Klassische Funktionen
Die traditionellen Funktionen des QN80F schneiden ganz gut ab, obwohl einige Dinge fehlen. Positiv ist das PiP, also Bild-in-Bild – eine mittlerweile seltene Funktion, die immer noch sehr praktisch sein kann. Darüber hinaus haben wir EPG, auch Teletext funktioniert nach wie vor und die Bluetooth-Unterstützung, die es einfach macht, Kopfhörer oder Soundbars zu koppeln. Auf der anderen Seite vermisst man die Möglichkeit, auf USB von den integrierten Tunern aufzunehmen, sowie eine Fernbedienung mit klassischer Zifferntastatur. Stattdessen erhält man die für Samsung typische kleine Fernbedienung, die zunächst möglicherweise zu minimalistisch erscheinen kann. Man muss jedoch zugeben, dass dieses unscheinbare Gadget viele Funktionen bietet und andere Geräte wie Satellitenreceiver, Konsolen oder Blu-ray-Player steuern kann, sodass in der Praxis eine Fernbedienung ausreicht, um das gesamte Set im Wohnzimmer zu kontrollieren.
System webOS und Smart-Funktionen
Der Fernseher läuft auf der neuesten Version des webOS-Systems. Obwohl es sich um eine geschlossene Plattform handelt, unterstützt sie absolut alle wichtigen Streaming-Apps auf dem Markt. Sie können hier auch problemlos nützliche Funktionen der drahtlosen Verbindung nutzen, wie z. B. eingebautes Chromecast, AirPlay oder klassisches Screen Mirroring. Das größte Unterscheidungsmerkmal der LG-Plattform bleibt jedoch die geniale Magic-Fernbedienung. Obwohl sie recht kompakt und ohne physische Zifferntastatur ist, macht sie etwas, das die Konkurrenz immer noch nicht nachahmen kann – sie funktioniert wie eine drahtlose Maus. Sie ist mit einem Gyroskop ausgestattet, sodass wir einen intuitiven Cursor über den Bildschirm bewegen können, was das Eingeben von Passwörtern und die Navigation im Menü drastisch beschleunigt. Zusätzlich hat LG einen der besten Sprachassistenten zur Steuerung des Geräts, und die Kombination mit der Magic-Fernbedienung bietet hervorragende Möglichkeiten, sich effizient im System zu bewegen. Das Einzige, was hier stark nerven kann, sind aufdringliche Werbung und gesponserte Kacheln, mit denen LG den Hauptbildschirm des Systems immer mehr vermüllt. Trotzdem ist das Fehlen von Google TV für das G6 kein Nachteil – angesichts der Flüssigkeit des webOS-Betriebs kann man getrost sagen, dass dies sogar ein Vorteil ist.

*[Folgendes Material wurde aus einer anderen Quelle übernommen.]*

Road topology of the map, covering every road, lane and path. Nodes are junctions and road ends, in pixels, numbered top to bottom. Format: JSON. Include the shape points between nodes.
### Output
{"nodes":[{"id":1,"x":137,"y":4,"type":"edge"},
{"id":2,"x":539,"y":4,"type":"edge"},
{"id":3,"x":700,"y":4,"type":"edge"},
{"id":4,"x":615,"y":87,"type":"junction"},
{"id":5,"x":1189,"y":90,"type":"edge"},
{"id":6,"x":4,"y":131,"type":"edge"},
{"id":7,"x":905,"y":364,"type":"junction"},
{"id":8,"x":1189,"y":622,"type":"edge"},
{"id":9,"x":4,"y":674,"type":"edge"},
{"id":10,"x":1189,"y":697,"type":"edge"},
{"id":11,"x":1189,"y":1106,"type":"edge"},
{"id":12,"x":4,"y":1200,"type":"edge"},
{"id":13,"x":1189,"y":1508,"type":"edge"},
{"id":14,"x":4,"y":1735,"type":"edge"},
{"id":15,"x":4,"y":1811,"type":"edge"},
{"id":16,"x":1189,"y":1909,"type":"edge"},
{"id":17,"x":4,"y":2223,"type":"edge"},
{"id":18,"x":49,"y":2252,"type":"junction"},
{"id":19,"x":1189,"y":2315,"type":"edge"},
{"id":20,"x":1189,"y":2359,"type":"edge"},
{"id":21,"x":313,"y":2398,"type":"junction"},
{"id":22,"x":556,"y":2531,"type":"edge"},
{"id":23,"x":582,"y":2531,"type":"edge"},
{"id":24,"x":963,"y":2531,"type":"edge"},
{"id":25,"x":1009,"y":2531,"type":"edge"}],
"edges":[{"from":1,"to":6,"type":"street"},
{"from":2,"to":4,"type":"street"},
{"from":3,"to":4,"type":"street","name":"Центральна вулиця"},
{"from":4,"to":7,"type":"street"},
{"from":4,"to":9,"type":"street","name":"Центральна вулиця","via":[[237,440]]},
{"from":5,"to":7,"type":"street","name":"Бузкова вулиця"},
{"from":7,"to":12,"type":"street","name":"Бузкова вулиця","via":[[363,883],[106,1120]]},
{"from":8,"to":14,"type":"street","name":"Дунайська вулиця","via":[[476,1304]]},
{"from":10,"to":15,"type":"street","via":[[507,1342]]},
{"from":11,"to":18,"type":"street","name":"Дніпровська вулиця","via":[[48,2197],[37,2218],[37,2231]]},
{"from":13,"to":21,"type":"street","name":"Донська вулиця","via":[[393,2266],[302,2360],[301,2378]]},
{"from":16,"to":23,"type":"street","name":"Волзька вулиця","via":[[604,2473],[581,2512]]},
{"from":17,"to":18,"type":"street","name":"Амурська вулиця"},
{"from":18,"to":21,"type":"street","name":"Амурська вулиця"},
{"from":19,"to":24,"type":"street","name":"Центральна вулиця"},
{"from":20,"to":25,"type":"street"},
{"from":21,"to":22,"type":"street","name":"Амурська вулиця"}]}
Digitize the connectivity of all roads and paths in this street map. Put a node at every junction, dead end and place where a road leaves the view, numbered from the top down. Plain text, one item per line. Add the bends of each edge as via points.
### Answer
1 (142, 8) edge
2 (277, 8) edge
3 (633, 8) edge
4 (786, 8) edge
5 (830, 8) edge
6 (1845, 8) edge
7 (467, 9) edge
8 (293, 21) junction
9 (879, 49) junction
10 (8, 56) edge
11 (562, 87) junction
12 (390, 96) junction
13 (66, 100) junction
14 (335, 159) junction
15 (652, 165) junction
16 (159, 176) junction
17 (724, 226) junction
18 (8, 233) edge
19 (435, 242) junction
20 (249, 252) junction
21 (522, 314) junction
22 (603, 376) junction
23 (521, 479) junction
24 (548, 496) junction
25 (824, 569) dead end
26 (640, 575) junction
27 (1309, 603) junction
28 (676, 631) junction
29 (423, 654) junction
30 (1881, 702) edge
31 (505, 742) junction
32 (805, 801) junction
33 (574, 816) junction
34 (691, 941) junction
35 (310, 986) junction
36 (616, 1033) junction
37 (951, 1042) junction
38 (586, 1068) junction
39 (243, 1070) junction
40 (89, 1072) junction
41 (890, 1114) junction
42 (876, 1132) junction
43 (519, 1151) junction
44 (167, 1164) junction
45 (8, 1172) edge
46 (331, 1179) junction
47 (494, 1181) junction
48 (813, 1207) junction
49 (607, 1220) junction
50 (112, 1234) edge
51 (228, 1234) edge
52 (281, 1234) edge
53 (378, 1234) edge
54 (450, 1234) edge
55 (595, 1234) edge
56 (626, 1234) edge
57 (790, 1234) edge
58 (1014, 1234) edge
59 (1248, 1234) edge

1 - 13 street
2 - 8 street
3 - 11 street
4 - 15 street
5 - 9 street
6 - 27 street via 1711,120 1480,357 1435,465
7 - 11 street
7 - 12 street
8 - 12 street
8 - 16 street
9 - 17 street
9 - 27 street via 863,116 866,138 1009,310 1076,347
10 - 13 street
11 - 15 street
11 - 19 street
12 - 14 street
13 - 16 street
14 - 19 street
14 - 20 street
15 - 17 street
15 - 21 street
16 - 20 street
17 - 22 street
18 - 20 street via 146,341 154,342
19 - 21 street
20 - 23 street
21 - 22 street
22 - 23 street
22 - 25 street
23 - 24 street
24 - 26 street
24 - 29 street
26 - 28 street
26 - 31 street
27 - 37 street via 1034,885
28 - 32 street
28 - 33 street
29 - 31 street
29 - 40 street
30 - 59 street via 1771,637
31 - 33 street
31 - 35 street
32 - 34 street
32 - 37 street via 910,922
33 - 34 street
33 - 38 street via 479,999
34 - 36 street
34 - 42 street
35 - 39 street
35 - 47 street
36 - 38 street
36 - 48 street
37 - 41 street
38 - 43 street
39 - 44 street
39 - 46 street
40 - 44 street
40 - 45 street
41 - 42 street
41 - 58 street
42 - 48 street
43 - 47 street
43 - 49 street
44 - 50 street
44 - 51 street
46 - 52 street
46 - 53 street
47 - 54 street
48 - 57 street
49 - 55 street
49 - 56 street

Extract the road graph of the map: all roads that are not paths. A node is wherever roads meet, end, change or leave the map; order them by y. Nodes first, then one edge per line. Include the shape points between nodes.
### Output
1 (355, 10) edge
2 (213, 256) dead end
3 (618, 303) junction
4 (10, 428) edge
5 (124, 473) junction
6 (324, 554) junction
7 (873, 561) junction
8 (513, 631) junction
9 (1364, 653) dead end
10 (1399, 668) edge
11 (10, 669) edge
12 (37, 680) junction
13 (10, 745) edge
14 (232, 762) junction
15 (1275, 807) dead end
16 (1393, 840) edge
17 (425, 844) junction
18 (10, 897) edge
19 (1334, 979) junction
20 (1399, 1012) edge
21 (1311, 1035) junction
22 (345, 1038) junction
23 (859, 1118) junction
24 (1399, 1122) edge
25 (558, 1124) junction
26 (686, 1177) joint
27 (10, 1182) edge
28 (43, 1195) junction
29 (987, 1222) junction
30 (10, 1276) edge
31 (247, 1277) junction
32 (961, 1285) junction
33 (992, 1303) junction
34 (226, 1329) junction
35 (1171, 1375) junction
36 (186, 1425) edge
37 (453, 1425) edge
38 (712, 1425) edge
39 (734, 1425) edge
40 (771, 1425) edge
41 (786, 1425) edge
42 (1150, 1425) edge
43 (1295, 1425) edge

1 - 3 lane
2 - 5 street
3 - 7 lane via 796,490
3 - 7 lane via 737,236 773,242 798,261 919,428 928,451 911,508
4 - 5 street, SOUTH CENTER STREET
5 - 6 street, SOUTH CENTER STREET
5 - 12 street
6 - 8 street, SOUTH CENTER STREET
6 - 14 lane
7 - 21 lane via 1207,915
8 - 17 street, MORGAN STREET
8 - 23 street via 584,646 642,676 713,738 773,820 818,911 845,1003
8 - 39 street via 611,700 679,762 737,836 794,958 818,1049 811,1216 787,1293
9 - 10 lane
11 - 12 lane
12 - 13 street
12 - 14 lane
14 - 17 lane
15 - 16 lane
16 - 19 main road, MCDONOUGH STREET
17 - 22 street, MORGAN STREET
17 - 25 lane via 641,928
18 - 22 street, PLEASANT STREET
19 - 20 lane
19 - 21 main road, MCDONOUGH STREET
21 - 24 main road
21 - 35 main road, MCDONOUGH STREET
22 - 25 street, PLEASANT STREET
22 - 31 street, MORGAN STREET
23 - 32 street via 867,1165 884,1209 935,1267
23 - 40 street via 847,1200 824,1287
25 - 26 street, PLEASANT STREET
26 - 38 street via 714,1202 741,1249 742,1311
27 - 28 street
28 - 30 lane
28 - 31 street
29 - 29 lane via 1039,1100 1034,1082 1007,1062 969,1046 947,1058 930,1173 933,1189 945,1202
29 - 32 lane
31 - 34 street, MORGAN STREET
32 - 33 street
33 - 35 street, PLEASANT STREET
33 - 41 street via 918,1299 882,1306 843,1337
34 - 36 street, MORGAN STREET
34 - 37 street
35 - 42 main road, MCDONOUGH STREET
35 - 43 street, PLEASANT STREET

Funktionen für Traditionalisten
Im Bereich des klassischen Fernsehens schneidet LG G6 ebenfalls hervorragend ab und vergisst die traditionellen Nutzer nicht. Trotz der minimalistischen Fernbedienung gibt es an Bord viele nützliche Lösungen. Der Hersteller hat nicht auf die PVR-Funktion verzichtet, also die Möglichkeit, Programme mit den eingebauten Tunern direkt auf externen USB-Speicher oder Festplatten aufzuzeichnen. Wir haben hier auch eine reibungslos funktionierende TimeShift-Funktion zum Anhalten von Live-TV sowie die Möglichkeit, Aufnahmen zu planen. Diese Funktionen könnten ein Volltreffer während der kommenden Fußball-Weltmeisterschaft sein, wenn die Spiele spätabends stattfinden und wir sie nicht live anschauen können. Natürlich fehlen auch die Standardfunktionen nicht, wie etwa die Möglichkeit, kabellose Kopfhörer über Bluetooth anzuschließen.